** Exercise goal **
All of the data below is to be output exactly as written.

** Collected data **

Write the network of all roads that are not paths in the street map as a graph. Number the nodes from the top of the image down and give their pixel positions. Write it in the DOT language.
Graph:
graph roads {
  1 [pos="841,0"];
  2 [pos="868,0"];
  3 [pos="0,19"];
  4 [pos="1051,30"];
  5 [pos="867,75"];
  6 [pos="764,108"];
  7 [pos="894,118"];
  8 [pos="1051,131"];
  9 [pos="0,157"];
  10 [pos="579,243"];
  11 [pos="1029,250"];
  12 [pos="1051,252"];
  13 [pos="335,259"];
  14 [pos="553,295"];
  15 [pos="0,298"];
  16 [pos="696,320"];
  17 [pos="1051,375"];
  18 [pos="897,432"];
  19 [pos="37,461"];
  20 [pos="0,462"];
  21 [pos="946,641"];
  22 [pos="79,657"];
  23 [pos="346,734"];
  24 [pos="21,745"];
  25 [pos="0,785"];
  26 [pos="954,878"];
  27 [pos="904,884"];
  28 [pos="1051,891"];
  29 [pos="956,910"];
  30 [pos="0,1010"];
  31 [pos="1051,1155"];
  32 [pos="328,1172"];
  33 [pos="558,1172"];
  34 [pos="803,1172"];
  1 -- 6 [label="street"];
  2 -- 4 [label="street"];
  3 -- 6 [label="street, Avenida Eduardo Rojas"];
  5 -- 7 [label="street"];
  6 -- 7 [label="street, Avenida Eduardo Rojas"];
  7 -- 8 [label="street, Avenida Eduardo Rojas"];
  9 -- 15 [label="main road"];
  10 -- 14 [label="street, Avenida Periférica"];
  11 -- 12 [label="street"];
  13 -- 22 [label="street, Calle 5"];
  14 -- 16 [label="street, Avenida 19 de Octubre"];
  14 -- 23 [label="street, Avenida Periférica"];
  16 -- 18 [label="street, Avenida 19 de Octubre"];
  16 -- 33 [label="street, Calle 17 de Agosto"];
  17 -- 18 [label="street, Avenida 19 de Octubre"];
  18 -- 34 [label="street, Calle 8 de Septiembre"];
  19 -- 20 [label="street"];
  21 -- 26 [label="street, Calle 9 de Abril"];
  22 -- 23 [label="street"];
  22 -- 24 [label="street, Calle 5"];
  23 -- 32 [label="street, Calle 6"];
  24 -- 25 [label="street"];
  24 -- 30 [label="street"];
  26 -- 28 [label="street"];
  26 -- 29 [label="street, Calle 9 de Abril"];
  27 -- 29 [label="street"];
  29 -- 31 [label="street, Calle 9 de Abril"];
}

** Written reply **
Write the network of all roads that are not paths in the street map as a graph. Number the nodes from the top of the image down and give their pixel positions. Write it in the DOT language.
Graph:
graph roads {
  1 [pos="841,0"];
  2 [pos="868,0"];
  3 [pos="0,19"];
  4 [pos="1051,30"];
  5 [pos="867,75"];
  6 [pos="764,108"];
  7 [pos="894,118"];
  8 [pos="1051,131"];
  9 [pos="0,157"];
  10 [pos="579,243"];
  11 [pos="1029,250"];
  12 [pos="1051,252"];
  13 [pos="335,259"];
  14 [pos="553,295"];
  15 [pos="0,298"];
  16 [pos="696,320"];
  17 [pos="1051,375"];
  18 [pos="897,432"];
  19 [pos="37,461"];
  20 [pos="0,462"];
  21 [pos="946,641"];
  22 [pos="79,657"];
  23 [pos="346,734"];
  24 [pos="21,745"];
  25 [pos="0,785"];
  26 [pos="954,878"];
  27 [pos="904,884"];
  28 [pos="1051,891"];
  29 [pos="956,910"];
  30 [pos="0,1010"];
  31 [pos="1051,1155"];
  32 [pos="328,1172"];
  33 [pos="558,1172"];
  34 [pos="803,1172"];
  1 -- 6 [label="street"];
  2 -- 4 [label="street"];
  3 -- 6 [label="street, Avenida Eduardo Rojas"];
  5 -- 7 [label="street"];
  6 -- 7 [label="street, Avenida Eduardo Rojas"];
  7 -- 8 [label="street, Avenida Eduardo Rojas"];
  9 -- 15 [label="main road"];
  10 -- 14 [label="street, Avenida Periférica"];
  11 -- 12 [label="street"];
  13 -- 22 [label="street, Calle 5"];
  14 -- 16 [label="street, Avenida 19 de Octubre"];
  14 -- 23 [label="street, Avenida Periférica"];
  16 -- 18 [label="street, Avenida 19 de Octubre"];
  16 -- 33 [label="street, Calle 17 de Agosto"];
  17 -- 18 [label="street, Avenida 19 de Octubre"];
  18 -- 34 [label="street, Calle 8 de Septiembre"];
  19 -- 20 [label="street"];
  21 -- 26 [label="street, Calle 9 de Abril"];
  22 -- 23 [label="street"];
  22 -- 24 [label="street, Calle 5"];
  23 -- 32 [label="street, Calle 6"];
  24 -- 25 [label="street"];
  24 -- 30 [label="street"];
  26 -- 28 [label="street"];
  26 -- 29 [label="street, Calle 9 de Abril"];
  27 -- 29 [label="street"];
  29 -- 31 [label="street, Calle 9 de Abril"];
}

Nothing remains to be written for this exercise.